• [What to work on]: Pull out every line of the listing below where "Answer" appears.

_ _ _ _

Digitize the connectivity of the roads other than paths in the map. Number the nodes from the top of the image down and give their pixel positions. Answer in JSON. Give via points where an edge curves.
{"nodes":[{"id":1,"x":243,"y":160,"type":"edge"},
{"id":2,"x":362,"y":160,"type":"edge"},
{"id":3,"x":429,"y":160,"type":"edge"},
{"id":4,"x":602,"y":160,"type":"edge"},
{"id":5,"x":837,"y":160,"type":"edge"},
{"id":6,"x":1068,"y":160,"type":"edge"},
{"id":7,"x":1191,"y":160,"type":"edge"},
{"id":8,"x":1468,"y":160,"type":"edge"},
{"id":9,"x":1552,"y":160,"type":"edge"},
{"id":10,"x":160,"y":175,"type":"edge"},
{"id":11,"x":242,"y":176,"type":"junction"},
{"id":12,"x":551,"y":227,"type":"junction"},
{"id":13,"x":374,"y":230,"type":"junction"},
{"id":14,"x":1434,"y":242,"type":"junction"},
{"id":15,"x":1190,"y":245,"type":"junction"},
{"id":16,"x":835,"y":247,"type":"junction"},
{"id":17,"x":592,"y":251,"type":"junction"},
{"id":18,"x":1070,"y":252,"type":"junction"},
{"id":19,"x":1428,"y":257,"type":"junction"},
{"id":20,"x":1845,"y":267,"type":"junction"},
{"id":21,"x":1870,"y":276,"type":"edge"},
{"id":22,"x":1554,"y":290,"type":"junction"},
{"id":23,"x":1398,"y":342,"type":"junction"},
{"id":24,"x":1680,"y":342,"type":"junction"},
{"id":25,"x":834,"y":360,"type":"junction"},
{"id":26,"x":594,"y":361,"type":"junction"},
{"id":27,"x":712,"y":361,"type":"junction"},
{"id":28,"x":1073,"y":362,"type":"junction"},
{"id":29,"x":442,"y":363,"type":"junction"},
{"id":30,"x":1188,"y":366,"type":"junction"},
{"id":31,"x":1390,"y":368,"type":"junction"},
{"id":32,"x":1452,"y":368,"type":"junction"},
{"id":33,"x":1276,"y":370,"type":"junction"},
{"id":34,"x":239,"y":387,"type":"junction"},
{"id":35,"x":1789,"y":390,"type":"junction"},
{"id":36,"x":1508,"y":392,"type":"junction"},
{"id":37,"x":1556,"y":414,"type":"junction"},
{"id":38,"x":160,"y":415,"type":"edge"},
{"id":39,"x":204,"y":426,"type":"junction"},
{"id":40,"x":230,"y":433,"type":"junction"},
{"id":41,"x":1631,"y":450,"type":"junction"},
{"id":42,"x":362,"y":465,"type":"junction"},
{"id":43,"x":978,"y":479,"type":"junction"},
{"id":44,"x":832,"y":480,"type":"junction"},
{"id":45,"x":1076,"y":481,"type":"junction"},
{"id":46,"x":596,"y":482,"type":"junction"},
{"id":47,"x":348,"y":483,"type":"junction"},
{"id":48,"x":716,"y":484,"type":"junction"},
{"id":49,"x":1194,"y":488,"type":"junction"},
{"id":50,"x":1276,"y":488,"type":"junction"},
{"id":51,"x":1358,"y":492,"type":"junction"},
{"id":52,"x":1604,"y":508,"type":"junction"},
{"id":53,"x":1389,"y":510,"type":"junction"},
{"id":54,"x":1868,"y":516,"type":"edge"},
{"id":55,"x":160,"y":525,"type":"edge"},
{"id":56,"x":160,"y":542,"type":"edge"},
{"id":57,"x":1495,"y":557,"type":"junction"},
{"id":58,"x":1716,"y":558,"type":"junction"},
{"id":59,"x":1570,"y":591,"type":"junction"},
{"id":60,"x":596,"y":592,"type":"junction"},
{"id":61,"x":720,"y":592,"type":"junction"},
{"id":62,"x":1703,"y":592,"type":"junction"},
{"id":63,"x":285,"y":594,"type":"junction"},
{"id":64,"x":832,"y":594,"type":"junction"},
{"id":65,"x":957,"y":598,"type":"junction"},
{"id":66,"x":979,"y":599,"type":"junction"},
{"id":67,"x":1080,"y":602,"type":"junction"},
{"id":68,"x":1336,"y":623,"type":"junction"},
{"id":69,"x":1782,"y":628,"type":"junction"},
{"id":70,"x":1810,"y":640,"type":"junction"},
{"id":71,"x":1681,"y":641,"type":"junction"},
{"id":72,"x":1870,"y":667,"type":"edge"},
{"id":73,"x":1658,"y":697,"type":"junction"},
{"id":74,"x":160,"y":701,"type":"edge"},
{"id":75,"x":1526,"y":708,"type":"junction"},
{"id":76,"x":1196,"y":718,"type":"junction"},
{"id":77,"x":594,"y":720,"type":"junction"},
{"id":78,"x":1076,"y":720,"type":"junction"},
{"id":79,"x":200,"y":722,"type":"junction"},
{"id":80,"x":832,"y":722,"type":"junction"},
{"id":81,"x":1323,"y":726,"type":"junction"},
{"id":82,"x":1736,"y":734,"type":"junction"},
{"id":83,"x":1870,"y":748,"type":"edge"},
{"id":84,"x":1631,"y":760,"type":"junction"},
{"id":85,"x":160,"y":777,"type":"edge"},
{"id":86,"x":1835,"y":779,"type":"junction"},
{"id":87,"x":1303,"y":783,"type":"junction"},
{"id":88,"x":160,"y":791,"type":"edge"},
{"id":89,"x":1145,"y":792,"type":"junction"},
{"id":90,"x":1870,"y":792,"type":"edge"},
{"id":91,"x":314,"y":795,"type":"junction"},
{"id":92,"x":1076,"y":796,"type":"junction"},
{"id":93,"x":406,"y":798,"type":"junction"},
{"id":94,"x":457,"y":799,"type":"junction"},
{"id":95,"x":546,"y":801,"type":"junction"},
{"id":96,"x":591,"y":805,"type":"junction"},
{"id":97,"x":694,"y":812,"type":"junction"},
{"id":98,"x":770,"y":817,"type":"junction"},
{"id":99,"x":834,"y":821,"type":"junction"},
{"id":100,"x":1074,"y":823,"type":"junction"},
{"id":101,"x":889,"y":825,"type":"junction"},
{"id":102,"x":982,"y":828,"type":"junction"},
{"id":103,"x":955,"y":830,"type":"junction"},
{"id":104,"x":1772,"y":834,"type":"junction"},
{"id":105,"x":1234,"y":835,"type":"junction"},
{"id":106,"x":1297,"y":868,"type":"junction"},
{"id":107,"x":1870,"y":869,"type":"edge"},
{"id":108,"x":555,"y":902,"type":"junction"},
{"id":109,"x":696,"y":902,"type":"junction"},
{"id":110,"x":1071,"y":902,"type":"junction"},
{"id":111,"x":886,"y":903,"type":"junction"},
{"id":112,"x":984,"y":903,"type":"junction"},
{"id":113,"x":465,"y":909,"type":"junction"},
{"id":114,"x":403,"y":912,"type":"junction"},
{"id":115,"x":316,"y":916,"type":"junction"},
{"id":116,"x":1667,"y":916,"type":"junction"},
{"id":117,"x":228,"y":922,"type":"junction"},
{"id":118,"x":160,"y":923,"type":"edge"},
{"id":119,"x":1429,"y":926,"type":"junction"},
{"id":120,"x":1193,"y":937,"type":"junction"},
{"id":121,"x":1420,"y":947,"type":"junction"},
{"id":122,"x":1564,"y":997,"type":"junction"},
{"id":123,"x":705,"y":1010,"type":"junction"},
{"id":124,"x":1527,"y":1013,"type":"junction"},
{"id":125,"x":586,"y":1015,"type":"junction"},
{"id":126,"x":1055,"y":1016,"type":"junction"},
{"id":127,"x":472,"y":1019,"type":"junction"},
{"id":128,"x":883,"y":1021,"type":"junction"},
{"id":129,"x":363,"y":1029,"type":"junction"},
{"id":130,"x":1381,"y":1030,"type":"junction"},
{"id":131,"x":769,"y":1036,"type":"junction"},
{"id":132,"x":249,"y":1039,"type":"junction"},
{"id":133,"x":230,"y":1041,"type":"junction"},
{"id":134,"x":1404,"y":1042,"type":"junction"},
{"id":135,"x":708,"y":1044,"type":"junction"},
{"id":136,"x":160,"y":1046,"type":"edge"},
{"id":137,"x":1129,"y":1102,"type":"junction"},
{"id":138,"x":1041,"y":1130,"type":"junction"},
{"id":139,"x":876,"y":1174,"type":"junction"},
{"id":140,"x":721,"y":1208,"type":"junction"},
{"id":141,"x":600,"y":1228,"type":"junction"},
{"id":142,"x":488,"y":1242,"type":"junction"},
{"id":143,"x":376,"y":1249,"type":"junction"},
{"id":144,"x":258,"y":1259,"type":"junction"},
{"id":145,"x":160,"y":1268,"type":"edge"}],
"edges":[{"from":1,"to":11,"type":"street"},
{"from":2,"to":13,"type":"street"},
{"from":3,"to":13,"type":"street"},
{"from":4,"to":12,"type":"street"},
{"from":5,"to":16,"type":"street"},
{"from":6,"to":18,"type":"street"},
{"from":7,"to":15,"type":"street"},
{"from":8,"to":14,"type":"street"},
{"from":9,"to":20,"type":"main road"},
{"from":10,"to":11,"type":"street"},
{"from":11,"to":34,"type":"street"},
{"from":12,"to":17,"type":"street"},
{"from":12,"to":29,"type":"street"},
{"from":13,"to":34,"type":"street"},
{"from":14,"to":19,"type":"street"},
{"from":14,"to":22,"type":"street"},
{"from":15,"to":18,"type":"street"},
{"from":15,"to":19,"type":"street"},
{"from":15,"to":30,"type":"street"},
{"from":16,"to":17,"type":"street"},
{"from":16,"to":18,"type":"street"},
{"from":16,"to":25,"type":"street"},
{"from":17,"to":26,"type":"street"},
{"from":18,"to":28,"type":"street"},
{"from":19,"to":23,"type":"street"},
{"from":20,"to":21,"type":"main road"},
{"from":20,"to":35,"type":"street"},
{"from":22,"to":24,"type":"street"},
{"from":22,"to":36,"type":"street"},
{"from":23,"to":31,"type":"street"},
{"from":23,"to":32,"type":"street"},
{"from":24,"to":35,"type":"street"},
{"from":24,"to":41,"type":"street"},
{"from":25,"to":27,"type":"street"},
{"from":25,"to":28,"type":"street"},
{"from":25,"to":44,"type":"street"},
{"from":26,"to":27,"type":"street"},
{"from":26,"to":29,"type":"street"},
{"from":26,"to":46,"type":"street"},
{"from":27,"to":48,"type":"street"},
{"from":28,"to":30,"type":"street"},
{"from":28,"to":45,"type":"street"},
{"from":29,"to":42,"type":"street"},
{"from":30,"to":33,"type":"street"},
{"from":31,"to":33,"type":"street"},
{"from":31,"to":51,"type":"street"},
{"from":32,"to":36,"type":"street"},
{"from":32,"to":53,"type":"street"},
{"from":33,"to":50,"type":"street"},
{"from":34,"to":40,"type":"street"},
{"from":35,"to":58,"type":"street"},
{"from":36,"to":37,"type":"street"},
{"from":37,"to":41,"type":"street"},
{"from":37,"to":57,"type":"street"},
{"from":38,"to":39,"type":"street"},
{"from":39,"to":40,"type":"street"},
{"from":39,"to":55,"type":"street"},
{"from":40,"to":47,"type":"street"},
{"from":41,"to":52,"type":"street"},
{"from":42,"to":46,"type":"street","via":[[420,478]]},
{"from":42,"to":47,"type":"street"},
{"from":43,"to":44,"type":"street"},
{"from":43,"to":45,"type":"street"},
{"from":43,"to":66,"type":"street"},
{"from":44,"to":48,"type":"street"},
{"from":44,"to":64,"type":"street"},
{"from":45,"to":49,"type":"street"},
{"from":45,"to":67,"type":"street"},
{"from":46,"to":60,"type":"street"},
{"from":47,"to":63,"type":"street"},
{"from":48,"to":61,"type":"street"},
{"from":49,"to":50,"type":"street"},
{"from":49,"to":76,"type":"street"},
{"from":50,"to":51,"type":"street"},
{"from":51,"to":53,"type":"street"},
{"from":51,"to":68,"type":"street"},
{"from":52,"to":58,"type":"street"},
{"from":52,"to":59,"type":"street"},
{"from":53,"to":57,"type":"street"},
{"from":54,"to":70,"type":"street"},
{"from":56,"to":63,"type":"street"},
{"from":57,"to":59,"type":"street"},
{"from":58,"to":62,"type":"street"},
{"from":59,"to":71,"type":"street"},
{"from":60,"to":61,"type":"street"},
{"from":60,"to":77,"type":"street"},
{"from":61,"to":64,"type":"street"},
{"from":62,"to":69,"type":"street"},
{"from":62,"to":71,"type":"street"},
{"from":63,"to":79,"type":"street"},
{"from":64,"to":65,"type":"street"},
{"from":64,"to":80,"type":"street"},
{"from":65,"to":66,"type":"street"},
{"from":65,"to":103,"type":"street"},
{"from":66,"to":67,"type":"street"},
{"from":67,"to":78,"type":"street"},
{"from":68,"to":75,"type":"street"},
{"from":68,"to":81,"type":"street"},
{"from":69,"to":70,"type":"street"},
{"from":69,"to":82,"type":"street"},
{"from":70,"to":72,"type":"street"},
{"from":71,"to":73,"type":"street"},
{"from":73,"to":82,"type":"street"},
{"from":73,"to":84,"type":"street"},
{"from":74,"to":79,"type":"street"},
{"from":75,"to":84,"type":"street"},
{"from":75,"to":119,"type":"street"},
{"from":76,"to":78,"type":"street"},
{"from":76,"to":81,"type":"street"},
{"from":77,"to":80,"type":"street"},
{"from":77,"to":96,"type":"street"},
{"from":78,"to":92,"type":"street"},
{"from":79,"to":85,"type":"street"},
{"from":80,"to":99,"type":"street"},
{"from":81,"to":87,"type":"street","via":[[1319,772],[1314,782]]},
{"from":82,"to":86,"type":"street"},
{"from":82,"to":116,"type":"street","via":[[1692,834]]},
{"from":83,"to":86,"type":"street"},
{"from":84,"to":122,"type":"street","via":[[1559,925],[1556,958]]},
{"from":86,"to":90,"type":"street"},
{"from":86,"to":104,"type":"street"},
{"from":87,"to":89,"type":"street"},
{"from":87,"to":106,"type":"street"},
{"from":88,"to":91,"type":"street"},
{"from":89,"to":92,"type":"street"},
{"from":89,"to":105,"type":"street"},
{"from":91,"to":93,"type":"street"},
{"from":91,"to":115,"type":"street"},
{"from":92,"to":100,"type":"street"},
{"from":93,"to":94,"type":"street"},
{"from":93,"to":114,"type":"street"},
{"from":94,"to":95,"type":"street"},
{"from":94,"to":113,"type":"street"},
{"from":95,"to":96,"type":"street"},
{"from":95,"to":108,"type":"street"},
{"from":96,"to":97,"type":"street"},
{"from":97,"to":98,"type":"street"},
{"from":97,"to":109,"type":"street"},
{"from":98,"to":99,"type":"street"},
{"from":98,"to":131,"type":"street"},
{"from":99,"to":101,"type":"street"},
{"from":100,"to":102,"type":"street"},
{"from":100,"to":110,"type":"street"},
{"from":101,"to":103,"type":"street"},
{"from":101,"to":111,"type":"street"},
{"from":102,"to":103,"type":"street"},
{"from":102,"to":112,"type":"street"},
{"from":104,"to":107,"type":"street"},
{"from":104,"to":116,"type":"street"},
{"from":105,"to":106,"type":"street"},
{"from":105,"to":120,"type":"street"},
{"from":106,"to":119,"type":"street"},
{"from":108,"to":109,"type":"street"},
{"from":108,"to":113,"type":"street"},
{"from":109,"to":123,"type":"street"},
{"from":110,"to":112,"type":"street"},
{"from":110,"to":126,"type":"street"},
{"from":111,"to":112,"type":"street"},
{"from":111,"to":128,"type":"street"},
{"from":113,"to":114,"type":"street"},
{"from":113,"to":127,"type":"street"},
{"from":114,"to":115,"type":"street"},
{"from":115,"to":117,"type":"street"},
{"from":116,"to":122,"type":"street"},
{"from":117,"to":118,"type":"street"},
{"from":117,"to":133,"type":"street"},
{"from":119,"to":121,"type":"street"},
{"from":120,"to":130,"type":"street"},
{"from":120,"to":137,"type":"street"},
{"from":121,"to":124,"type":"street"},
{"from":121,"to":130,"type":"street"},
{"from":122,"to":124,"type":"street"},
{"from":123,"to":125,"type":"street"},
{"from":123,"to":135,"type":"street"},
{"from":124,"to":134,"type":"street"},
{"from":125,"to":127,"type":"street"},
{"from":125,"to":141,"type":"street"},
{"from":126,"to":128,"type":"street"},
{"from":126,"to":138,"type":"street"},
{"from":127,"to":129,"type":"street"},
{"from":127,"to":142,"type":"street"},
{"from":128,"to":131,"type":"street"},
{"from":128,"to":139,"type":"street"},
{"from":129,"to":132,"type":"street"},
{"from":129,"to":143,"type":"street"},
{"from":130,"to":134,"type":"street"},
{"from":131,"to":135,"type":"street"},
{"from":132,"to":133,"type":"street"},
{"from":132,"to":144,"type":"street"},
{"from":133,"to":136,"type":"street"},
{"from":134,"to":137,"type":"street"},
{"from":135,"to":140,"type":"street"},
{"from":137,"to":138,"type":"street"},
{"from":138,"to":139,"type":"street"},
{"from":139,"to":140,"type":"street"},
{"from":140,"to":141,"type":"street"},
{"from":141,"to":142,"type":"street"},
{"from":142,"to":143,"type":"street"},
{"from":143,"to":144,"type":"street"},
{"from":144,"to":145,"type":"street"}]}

_ _ _ _

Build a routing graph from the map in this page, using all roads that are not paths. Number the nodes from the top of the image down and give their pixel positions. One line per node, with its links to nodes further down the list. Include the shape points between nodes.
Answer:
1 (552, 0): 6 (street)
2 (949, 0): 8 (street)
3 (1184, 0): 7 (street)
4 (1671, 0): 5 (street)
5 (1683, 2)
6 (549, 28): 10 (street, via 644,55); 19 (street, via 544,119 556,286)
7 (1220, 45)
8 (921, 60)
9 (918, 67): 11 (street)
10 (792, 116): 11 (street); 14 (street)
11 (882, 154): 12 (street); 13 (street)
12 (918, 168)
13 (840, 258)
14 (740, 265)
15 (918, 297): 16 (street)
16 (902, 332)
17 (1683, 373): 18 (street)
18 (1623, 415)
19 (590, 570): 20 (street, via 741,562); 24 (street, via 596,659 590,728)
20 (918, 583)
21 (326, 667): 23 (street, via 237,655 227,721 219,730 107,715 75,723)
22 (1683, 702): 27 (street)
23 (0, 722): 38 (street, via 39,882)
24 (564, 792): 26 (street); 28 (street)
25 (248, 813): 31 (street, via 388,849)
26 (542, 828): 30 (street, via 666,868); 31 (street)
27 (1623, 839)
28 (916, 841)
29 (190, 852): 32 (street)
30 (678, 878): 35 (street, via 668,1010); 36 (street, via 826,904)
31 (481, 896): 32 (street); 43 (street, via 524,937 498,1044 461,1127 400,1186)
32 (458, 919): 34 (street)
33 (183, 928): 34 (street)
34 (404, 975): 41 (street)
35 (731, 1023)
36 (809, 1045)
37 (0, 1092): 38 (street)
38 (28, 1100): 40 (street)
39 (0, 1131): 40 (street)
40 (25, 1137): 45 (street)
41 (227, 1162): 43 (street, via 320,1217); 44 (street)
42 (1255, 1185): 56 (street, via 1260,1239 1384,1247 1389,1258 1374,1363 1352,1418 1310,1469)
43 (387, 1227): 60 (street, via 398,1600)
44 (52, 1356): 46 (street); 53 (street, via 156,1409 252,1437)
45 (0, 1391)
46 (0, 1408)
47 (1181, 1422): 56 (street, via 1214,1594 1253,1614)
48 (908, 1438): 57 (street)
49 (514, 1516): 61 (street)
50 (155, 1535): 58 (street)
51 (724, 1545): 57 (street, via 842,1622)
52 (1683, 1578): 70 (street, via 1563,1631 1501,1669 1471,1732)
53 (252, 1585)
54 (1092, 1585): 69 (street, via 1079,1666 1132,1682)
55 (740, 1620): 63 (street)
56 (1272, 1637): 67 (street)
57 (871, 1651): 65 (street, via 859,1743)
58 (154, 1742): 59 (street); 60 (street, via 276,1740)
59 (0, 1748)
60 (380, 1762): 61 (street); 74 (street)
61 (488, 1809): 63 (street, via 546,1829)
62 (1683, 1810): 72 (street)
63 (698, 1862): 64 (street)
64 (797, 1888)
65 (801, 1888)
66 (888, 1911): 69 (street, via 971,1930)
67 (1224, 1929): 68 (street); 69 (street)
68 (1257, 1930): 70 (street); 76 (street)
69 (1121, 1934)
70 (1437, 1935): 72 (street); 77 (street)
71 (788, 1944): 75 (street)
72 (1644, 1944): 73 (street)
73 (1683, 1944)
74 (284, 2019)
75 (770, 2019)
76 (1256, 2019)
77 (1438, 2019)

_ _ _ _

• [Result of the exercise]:
Digitize the connectivity of the roads other than paths in the map. Number the nodes from the top of the image down and give their pixel positions. Answer in JSON. Give via points where an edge curves.
Answer:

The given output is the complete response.